Книга Я дрался на Ил-2, страница 15. Автор книги Артем Драбкин

Разделитель для чтения книг в онлайн библиотеке

Онлайн книга «Я дрался на Ил-2»

Cтраница 15

— О себе скажу так. В день, когда нас подбили, в этот день мне запомнились на всю жизнь такие детали. Во-первых, когда мы надевали парашюты, мне помогал наш почтальон. Почтальон никогда не ходил на стоянки, а тут подошел вдруг к нашему самолету. У меня это почему-то отложилось в голове. Когда уже сели в кабину, подошел Володя Козлов, он москвич, сержант, тоже механик по электрооборудованию. Мы с ним учились в одной школе и попали в один полк.
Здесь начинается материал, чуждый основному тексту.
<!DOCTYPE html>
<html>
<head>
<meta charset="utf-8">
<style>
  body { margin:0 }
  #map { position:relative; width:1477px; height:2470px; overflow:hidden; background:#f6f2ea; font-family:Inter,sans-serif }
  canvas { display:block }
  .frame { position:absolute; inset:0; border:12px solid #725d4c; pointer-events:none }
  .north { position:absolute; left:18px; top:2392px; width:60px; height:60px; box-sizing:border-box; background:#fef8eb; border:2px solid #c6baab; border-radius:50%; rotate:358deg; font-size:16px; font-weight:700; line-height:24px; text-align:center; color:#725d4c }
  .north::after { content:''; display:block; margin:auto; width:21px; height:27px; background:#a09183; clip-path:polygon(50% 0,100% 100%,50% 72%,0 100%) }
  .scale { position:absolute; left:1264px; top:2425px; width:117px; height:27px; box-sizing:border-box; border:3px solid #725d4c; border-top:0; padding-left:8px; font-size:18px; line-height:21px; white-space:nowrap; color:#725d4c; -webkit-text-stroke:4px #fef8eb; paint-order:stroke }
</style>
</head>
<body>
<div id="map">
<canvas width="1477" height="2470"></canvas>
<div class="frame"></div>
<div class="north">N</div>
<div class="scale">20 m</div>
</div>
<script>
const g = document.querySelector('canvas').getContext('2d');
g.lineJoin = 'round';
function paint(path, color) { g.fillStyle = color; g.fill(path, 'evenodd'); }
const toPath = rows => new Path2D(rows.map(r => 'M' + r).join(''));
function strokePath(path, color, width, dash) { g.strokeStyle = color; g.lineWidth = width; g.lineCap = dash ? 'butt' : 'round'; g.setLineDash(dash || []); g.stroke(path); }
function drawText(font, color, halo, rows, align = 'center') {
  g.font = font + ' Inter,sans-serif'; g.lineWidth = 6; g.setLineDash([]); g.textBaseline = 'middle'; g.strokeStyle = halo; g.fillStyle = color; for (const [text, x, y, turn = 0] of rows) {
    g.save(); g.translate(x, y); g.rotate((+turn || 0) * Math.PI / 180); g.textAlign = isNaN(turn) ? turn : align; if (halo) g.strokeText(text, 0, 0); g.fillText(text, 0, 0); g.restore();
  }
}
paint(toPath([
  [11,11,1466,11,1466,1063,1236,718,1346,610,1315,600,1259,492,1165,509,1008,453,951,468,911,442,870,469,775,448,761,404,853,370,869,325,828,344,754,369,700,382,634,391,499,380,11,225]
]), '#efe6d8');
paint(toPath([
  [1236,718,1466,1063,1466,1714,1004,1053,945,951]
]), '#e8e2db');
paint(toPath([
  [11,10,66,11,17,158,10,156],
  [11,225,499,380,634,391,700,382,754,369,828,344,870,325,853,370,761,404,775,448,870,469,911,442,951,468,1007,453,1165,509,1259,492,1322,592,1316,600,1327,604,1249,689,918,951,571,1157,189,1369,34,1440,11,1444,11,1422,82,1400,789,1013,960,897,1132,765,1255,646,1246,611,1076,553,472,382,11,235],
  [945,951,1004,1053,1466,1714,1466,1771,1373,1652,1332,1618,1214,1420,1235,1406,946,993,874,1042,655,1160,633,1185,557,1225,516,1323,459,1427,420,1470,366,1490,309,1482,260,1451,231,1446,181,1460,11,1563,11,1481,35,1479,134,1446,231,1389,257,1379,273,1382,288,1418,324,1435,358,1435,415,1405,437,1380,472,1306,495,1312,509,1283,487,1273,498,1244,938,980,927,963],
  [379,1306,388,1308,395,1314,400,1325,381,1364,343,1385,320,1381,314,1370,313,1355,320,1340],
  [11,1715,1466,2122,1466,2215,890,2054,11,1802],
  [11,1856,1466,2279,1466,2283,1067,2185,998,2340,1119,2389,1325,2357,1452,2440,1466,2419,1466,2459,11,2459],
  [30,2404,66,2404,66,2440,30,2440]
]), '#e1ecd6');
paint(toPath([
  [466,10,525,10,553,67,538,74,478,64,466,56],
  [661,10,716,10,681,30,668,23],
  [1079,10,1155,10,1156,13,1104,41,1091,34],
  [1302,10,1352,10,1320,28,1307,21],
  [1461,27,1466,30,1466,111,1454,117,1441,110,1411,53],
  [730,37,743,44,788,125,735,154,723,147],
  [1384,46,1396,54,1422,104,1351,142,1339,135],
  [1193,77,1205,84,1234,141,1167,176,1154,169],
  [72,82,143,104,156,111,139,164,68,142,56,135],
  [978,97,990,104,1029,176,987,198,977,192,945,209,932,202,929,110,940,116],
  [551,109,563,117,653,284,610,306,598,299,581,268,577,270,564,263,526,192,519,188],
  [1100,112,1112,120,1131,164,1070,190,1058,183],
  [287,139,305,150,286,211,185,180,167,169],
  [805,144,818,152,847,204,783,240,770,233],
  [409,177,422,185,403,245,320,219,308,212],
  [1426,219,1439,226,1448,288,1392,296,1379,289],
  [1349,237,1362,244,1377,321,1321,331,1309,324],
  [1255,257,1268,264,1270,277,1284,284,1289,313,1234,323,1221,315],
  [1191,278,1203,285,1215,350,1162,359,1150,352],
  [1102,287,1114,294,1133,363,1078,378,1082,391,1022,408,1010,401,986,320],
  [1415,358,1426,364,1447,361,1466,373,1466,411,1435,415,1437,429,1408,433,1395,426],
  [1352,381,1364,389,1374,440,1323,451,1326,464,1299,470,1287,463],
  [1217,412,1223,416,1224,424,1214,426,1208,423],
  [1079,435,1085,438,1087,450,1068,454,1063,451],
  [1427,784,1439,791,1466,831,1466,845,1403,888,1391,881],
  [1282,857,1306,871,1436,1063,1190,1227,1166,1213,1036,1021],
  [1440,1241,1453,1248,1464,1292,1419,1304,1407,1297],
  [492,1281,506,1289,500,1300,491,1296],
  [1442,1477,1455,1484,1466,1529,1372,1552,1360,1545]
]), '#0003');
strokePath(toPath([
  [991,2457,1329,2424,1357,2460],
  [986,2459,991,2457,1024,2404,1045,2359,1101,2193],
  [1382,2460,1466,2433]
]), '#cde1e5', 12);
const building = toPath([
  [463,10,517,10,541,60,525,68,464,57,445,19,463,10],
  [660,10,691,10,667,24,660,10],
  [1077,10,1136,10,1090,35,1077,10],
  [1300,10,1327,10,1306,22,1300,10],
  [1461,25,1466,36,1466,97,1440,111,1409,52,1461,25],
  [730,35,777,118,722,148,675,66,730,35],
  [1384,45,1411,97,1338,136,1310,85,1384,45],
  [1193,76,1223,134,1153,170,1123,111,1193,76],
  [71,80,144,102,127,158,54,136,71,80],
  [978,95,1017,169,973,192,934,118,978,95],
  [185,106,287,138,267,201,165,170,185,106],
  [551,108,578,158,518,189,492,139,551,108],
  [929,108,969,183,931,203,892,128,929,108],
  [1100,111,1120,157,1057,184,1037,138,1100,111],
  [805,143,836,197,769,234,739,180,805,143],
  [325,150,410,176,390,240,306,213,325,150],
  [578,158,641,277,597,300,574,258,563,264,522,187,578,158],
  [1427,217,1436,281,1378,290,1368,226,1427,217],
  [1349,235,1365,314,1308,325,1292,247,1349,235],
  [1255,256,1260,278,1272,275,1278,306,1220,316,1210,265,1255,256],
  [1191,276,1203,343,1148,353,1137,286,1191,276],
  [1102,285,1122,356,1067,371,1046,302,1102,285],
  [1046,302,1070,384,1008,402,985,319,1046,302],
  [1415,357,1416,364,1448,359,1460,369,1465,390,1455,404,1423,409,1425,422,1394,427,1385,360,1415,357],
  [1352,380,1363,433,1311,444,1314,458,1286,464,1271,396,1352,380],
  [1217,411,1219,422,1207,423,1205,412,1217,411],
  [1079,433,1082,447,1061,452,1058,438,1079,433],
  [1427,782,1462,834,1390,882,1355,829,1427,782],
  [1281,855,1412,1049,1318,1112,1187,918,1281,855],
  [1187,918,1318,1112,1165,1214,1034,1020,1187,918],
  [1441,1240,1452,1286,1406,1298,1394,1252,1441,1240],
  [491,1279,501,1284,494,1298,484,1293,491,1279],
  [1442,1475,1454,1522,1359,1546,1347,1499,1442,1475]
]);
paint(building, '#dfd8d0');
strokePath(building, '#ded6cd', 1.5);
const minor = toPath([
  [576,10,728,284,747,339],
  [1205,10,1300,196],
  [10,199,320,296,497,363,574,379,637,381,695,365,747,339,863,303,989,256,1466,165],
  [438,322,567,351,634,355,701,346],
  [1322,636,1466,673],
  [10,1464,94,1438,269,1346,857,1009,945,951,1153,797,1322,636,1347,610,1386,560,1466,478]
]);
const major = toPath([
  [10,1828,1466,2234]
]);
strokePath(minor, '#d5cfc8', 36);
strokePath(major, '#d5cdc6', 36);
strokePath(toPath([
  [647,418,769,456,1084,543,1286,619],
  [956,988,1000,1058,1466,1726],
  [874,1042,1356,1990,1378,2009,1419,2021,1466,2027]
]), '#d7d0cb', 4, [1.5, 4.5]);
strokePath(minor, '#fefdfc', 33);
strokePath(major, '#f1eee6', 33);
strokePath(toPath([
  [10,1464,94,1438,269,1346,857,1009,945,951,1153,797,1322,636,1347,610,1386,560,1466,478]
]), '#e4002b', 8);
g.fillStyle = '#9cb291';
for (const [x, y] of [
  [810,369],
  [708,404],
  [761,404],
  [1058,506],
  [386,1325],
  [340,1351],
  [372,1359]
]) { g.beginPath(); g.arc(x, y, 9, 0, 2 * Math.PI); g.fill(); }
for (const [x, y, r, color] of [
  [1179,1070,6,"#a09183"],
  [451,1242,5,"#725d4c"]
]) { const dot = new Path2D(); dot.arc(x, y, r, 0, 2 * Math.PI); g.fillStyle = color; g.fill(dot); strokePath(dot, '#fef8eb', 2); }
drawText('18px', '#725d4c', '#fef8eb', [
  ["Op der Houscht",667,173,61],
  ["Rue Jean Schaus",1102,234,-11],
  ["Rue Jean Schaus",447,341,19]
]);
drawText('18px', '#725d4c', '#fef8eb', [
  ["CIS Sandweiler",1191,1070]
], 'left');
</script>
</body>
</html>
Володя обслуживал самолеты другой эскадрильи, но вдруг подошел к нашему самолету, помахал мне рукой, я ему кивком головы ответил. А когда мы начали выруливать, я спохватился: документы-то с собой, здесь. У нас был такой приказ: документы оставлять наземному экипажу.

Летали без документов, без орденов?

— Да. Но уже было поздно, поскольку мы стали уже выруливать. Ну что же, остались так остались! Это то, что мне запомнилось. И вот мы взлетели, летим, унылый ландшафт, унылая обстановка: тундра, сопки, озера. Раньше они мне казались неприятными и унылыми, а тут почему-то такими дорогими стали, такими красивыми показались, такими родными. Это чувство Родины! Вот эти нюансы у меня остались в голове на всю жизнь. И насчет страха я скажу. Страшно, конечно! Но когда нас атаковал «Фокке-Вульф», я удивительно спокойно стрелял, как будто я в тире: я даже видел застывшее лицо летчика сквозь «фонарь». А когда я уже упал раненый, когда уже опасность миновала, — тут мурашки побежали по спине! Вот такое состояние. В общем-то я по характеру спокойный. Помню, в мои детские годы, родители уйдут в гости или театр, приходят, звонят — звонок над моей головой, — а я проснуться не могу. Мой брат, который в другой комнате, он вскакивает и бежит открывать родителям.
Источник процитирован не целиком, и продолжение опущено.